START MATERIAL FOR THIS EXERCISE

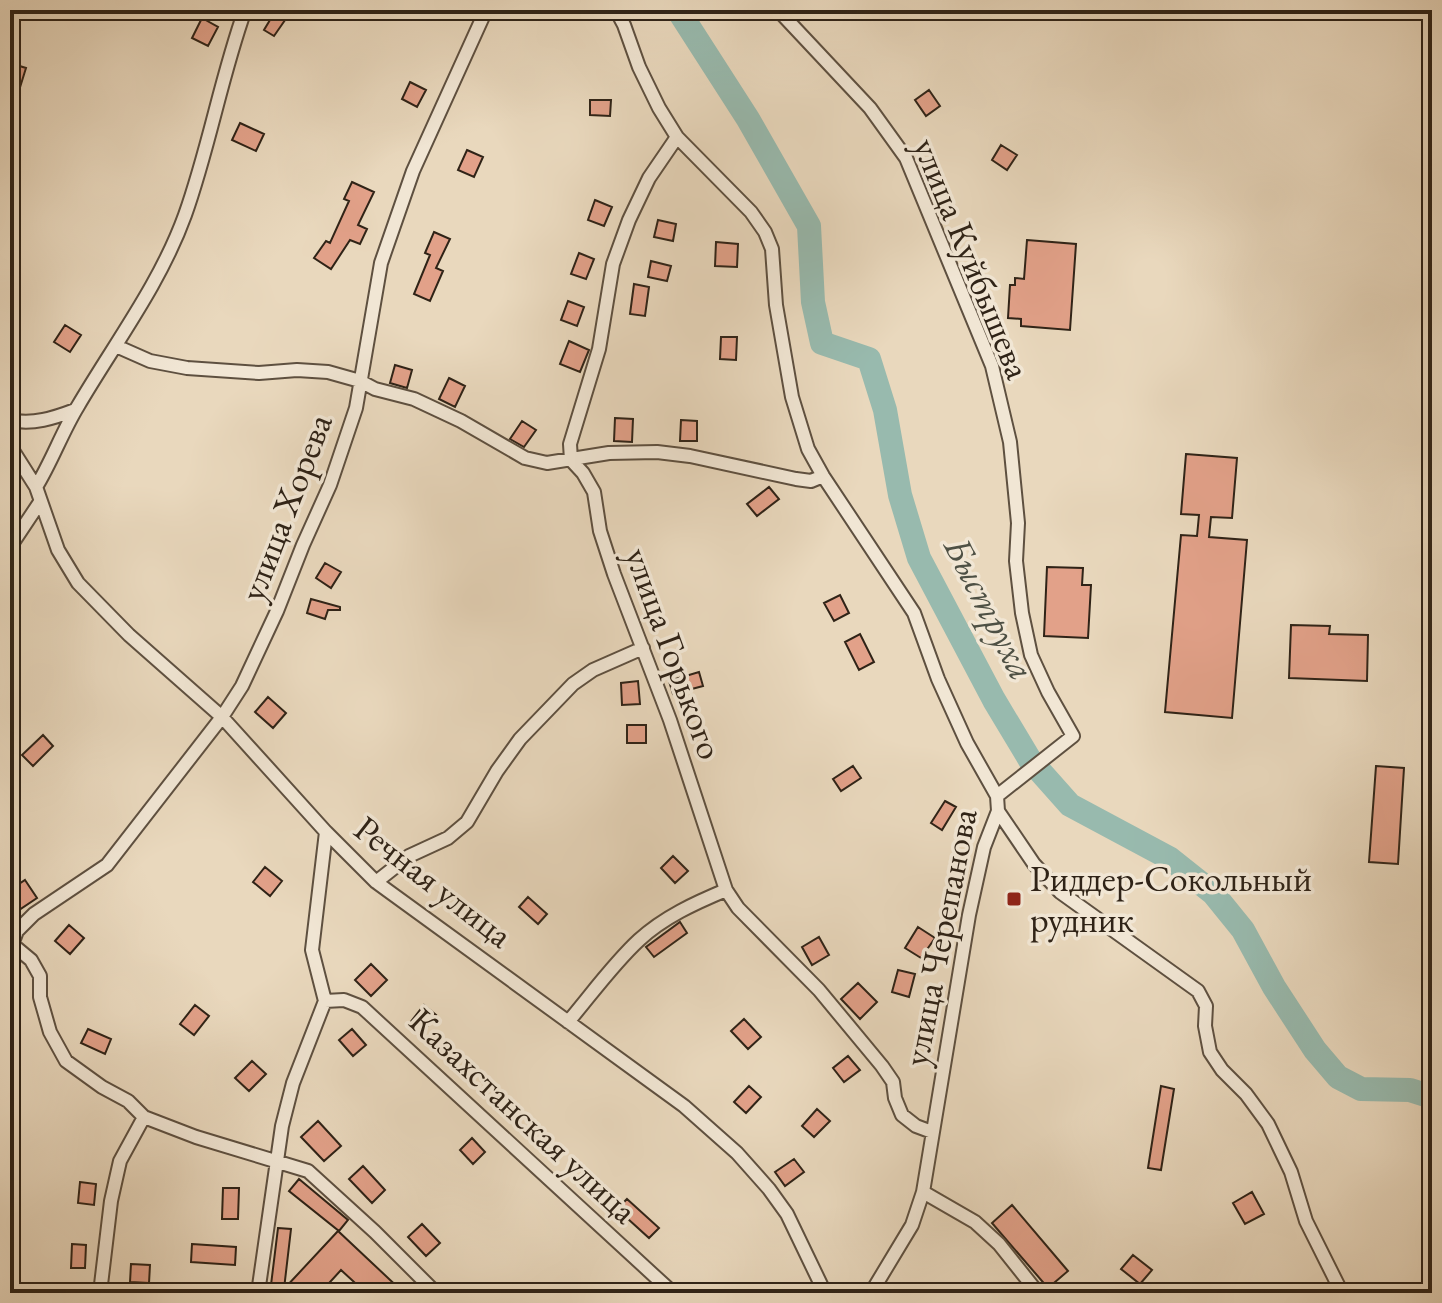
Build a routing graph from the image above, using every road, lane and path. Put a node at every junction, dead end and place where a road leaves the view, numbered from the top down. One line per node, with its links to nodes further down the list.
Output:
1 (245, 10): 6 (street)
2 (486, 10): 7 (street, улица Хорева)
3 (616, 10): 5 (street, улица Черепанова)
4 (778, 10): 20 (street, улица Куйбышева)
5 (677, 137): 11 (street); 14 (street, улица Черепанова)
6 (116, 346): 7 (street); 8 (street)
7 (360, 381): 11 (street); 19 (street, улица Хорева)
8 (75, 410): 9 (street); 15 (street)
9 (10, 420)
10 (10, 446): 12 (street, Речная улица)
11 (571, 460): 14 (street); 18 (street, улица Горького)
12 (21, 462): 13 (street); 15 (street, Речная улица)
13 (10, 472)
14 (823, 476): 20 (street, улица Черепанова)
15 (36, 487): 16 (street, Речная улица)
16 (40, 502): 17 (street); 19 (street, Речная улица)
17 (10, 547)
18 (643, 648): 23 (street); 24 (street, улица Горького)
19 (222, 717): 22 (street, Речная улица); 25 (street, улица Хорева)
20 (997, 796): 21 (street, улица Черепанова)
21 (998, 811): 29 (street, улица Черепанова); 39 (street)
22 (326, 832): 23 (street, Речная улица); 26 (street)
23 (376, 882): 27 (street, Речная улица)
24 (726, 890): 27 (street); 29 (street, улица Горького)
25 (12, 947): 28 (street)
26 (325, 1001): 30 (street); 35 (street, Казахстанская улица)
27 (568, 1022): 36 (street, Речная улица)
28 (144, 1117): 30 (street); 32 (street)
29 (932, 1132): 31 (street, улица Черепанова)
30 (275, 1161): 33 (street); 34 (street)
31 (923, 1192): 37 (street, улица Черепанова); 38 (street)
32 (100, 1293)
33 (258, 1293)
34 (436, 1293)
35 (673, 1293)
36 (825, 1293)
37 (871, 1293)
38 (1038, 1293)
39 (1342, 1293)

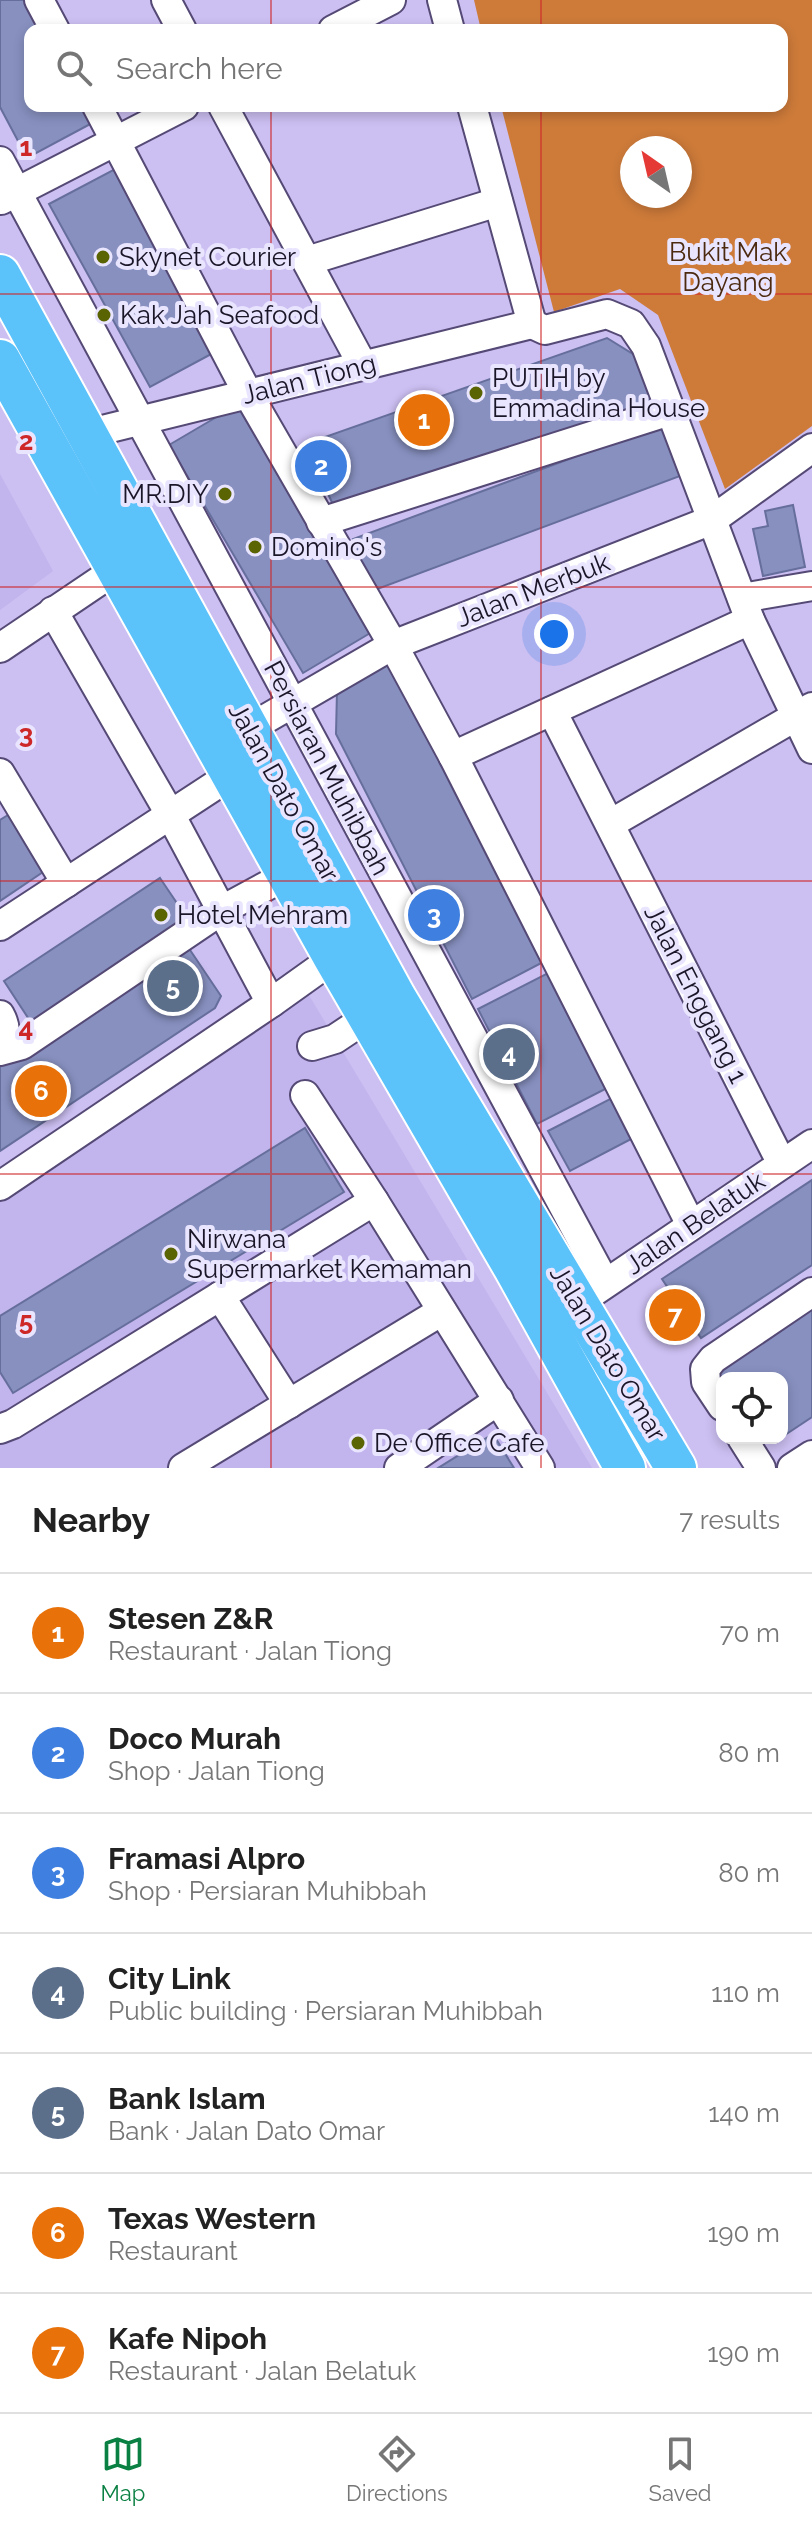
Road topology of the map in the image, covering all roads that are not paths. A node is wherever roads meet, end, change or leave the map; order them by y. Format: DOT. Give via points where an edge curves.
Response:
graph roads {
  1 [pos="39,0"];
  2 [pos="166,0"];
  3 [pos="391,0"];
  4 [pos="442,0"];
  5 [pos="52,24"];
  6 [pos="179,24"];
  7 [pos="345,24"];
  8 [pos="448,24"];
  9 [pos="100,112"];
  10 [pos="172,112"];
  11 [pos="226,112"];
  12 [pos="474,112"];
  13 [pos="116,141"];
  14 [pos="0,161"];
  15 [pos="8,196"];
  16 [pos="498,202"];
  17 [pos="307,261"];
  18 [pos="0,275"];
  19 [pos="532,324"];
  20 [pos="0,360"];
  21 [pos="363,366"];
  22 [pos="248,394"];
  23 [pos="670,411"];
  24 [pos="139,421"];
  25 [pos="86,434"];
  26 [pos="812,448"];
  27 [pos="712,520"];
  28 [pos="321,522"];
  29 [pos="117,569"];
  30 [pos="812,586"];
  31 [pos="746,609"];
  32 [pos="53,611"];
  33 [pos="393,645"];
  34 [pos="0,648"];
  35 [pos="292,703"];
  36 [pos="552,711"];
  37 [pos="804,711"];
  38 [pos="250,728"];
  39 [pos="812,749"];
  40 [pos="453,756"];
  41 [pos="231,775"];
  42 [pos="4,790"];
  43 [pos="170,814"];
  44 [pos="610,824"];
  45 [pos="287,875"];
  46 [pos="66,883"];
  47 [pos="222,910"];
  48 [pos="0,926"];
  49 [pos="334,958"];
  50 [pos="271,1003"];
  51 [pos="0,1015"];
  52 [pos="368,1017"];
  53 [pos="0,1043"];
  54 [pos="312,1046"];
  55 [pos="0,1051"];
  56 [pos="305,1095"];
  57 [pos="812,1144"];
  58 [pos="782,1164"];
  59 [pos="0,1186"];
  60 [pos="374,1201"];
  61 [pos="691,1225"];
  62 [pos="812,1292"];
  63 [pos="592,1293"];
  64 [pos="220,1296"];
  65 [pos="442,1311"];
  66 [pos="716,1397"];
  67 [pos="499,1400"];
  68 [pos="289,1404"];
  69 [pos="0,1429"];
  70 [pos="746,1444"];
  71 [pos="812,1455"];
  72 [pos="200,1464"];
  73 [pos="399,1468"];
  74 [pos="540,1468"];
  75 [pos="625,1468"];
  76 [pos="676,1468"];
  77 [pos="761,1468"];
  78 [pos="792,1468"];
  1 -- 5 [label="street"];
  2 -- 6 [label="street"];
  3 -- 7 [label="street"];
  4 -- 8 [label="street"];
  9 -- 13 [label="street"];
  10 -- 13 [label="street"];
  11 -- 17 [label="street"];
  12 -- 16 [label="street"];
  13 -- 15 [label="street"];
  13 -- 22 [label="street"];
  14 -- 15 [label="street, Persiaran Muhibbah"];
  15 -- 24 [label="street, Persiaran Muhibbah"];
  16 -- 17 [label="street"];
  16 -- 19 [label="street"];
  17 -- 21 [label="street"];
  18 -- 25 [label="highway, Jalan Dato Omar"];
  19 -- 21 [label="street, Jalan Tiong"];
  19 -- 23 [label="street, Jalan Tiong" via="545,330 607,314 631,324 646,346"];
  20 -- 29 [label="highway, Jalan Dato Omar"];
  21 -- 22 [label="street, Jalan Tiong"];
  22 -- 24 [label="street, Jalan Tiong"];
  22 -- 28 [label="street"];
  23 -- 27 [label="street, Jalan Tiong"];
  23 -- 28 [label="street"];
  24 -- 25 [label="street, Jalan Tiong"];
  24 -- 35 [label="street, Persiaran Muhibbah"];
  25 -- 38 [label="highway, Jalan Dato Omar"];
  26 -- 27 [label="street, Jalan Merbuk"];
  27 -- 31 [label="street"];
  27 -- 33 [label="street, Jalan Merbuk"];
  28 -- 33 [label="street"];
  29 -- 32 [label="street"];
  29 -- 41 [label="highway, Jalan Dato Omar"];
  30 -- 31 [label="street"];
  31 -- 36 [label="street"];
  31 -- 37 [label="street"];
  32 -- 34 [label="street"];
  32 -- 43 [label="street"];
  33 -- 35 [label="street, Jalan Merbuk"];
  33 -- 40 [label="street"];
  35 -- 38 [label="street, Jalan Merbuk"];
  35 -- 63 [label="street, Persiaran Muhibbah"];
  36 -- 40 [label="street"];
  36 -- 44 [label="street, Jalan Enggang 1"];
  37 -- 39 [label="street"];
  37 -- 44 [label="street"];
  38 -- 63 [label="highway, Jalan Dato Omar" via="396,998"];
  40 -- 61 [label="street"];
  41 -- 43 [label="street"];
  41 -- 45 [label="highway, Jalan Dato Omar"];
  42 -- 46 [label="street"];
  43 -- 46 [label="street"];
  43 -- 47 [label="street"];
  44 -- 58 [label="street, Jalan Enggang 1"];
  45 -- 47 [label="street"];
  45 -- 49 [label="highway, Jalan Dato Omar"];
  46 -- 48 [label="street"];
  47 -- 50 [label="street"];
  47 -- 55 [label="street" via="22,1045"];
  49 -- 50 [label="street"];
  49 -- 52 [label="highway, Jalan Dato Omar"];
  50 -- 59 [label="street"];
  51 -- 53 [label="street"];
  52 -- 54 [label="street" via="335,1039"];
  52 -- 75 [label="highway, Jalan Dato Omar"];
  56 -- 60 [label="street"];
  57 -- 58 [label="street, Jalan Belatuk"];
  58 -- 61 [label="street, Jalan Belatuk"];
  60 -- 64 [label="street"];
  60 -- 65 [label="street"];
  61 -- 63 [label="street, Jalan Belatuk"];
  62 -- 66 [label="street" via="713,1359 705,1369 706,1382"];
  63 -- 76 [label="highway, Jalan Dato Omar"];
  64 -- 68 [label="street"];
  64 -- 69 [label="street"];
  65 -- 67 [label="street"];
  65 -- 68 [label="street"];
  67 -- 73 [label="street"];
  67 -- 74 [label="street"];
  68 -- 72 [label="street"];
  70 -- 77 [label="street"];
  71 -- 78 [label="street"];
}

END MATERIAL FOR THIS EXERCISE

→ **WHAT YOU NEED TO DO**: Lines containing the word "Persiaran": copy every one of them from the records above.

→ **EXERCISE RESPONSE**:
  14 -- 15 [label="street, Persiaran Muhibbah"];
  15 -- 24 [label="street, Persiaran Muhibbah"];
  24 -- 35 [label="street, Persiaran Muhibbah"];
  35 -- 63 [label="street, Persiaran Muhibbah"];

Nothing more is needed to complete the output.